Saturday, October 27, 2012

Media Consumption: Round One

I've started curating some of my favorite cancer/science/communication articles and posts from the internet as a weekly project for my colleagues at work. Since everyone loves a good cross-post, I've decided to also share them here. This is not exactly (or really, not at all) a comprehensive list, it caters to my work writing on a cancer beat and there is only one pick in each category. Ed Yong's I've Got Your Missing Links Right Here and Bora and Khalil's picks on the SA Incubator are examples of very thoughtful and comprehensive weekly roundups of the best science writing. I suggest you check them out (I always do!) 

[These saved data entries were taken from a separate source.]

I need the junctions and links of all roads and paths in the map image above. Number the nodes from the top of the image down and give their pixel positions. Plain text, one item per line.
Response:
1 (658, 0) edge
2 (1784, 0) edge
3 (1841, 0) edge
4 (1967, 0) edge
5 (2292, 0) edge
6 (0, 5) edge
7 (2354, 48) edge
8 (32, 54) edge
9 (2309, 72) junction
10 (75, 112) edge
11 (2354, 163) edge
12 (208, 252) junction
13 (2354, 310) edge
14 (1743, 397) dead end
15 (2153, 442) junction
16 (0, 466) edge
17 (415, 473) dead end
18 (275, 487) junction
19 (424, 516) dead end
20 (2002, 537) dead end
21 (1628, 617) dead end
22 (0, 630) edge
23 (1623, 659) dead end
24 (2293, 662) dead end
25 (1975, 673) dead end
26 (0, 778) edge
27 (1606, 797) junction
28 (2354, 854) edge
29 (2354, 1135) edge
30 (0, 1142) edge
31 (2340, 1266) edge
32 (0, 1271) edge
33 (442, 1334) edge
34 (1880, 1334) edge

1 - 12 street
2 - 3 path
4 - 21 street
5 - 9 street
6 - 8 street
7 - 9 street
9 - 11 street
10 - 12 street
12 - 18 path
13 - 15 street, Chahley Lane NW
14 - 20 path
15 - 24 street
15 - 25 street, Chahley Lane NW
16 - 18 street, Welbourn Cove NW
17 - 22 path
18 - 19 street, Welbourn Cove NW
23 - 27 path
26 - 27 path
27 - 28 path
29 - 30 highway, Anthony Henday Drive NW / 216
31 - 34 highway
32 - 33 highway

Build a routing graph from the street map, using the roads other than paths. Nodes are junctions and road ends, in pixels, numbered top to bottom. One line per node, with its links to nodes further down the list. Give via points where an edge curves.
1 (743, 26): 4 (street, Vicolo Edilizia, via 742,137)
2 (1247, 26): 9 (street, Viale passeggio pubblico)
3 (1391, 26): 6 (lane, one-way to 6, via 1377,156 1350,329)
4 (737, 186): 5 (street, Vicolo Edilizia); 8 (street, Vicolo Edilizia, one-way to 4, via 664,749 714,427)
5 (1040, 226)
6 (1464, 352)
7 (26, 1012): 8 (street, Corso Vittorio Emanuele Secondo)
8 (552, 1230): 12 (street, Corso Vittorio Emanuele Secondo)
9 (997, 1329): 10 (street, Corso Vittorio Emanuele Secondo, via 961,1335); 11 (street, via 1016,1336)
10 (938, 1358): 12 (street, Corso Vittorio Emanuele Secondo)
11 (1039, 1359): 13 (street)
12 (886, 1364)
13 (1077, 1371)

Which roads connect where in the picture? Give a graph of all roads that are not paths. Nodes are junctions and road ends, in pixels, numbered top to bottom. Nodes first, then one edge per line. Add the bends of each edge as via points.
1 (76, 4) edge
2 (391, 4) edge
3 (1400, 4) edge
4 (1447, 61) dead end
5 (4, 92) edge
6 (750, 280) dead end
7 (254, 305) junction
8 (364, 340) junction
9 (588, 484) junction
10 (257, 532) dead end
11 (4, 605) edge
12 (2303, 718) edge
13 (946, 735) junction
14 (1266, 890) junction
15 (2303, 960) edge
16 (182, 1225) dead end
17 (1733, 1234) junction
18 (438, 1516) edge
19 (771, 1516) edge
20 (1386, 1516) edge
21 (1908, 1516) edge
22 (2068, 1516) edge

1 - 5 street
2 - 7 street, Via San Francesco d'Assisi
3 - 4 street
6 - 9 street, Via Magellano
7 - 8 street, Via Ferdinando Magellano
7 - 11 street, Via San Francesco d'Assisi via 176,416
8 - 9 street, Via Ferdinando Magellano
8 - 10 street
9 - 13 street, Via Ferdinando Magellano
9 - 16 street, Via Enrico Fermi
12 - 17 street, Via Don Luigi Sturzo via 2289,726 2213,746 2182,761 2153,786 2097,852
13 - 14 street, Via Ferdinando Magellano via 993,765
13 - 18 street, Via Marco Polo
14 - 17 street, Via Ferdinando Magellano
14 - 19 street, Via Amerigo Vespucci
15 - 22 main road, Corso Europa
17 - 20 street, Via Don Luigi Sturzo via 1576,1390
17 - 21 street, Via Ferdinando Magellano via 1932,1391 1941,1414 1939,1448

They do such a great job, it would be silly for me to try to emulate, so I'm not. Still, I do think it never hurts to promote articles and posts that you enjoyed so I'm still going to share my weekly picks. For this first week I went a little far back in time (all the way to August, ages ago, I know) to include two articles that I really thought were great. Going forward I'll choose only stories published in the previous week. 

Cancer Coverage Pick
“Study: Multivitamins May Lower Cancer Risk in Men” – Kevin Lomangino and Kathleen Fairfield for
I think we all saw the plethora of media coverage of the multivitamin/cancer risk study that came out last week. This is a really helpful breakdown of why the AP’s coverage of the study was spot on.

Scientific Study Pick
“Mars and the Science of Skipping Stones” – John Grotzinger for The New York Times
Written by the chief scientist for NASA’s Curiosity Mars Rover project this is just a nice piece that I think breathes some life into a story that has been a story for years – the issue of finding evidence of running water on Mars.

Writing/Communication Pick
Even though this was posted a few weeks ago, it is my first writing/communication pick because being able to make heads or tails of a scientific report in a journal is a critical component for being an effective science writer. This is a nice primer on how to approach a scientific paper and start discerning the value it has.

Bonus Pick
“Big Med” – Atul Gawande for The New Yorker
This is from a few months ago, but it actually came up in a discussion I recently had so it has been on my mind again. Gawande (a surgeon at Brigham and Women's Hospital) finds inspiration at the restaurant the Cheesecake Factory for how healthcare could be structured. The article is long, but worth reading.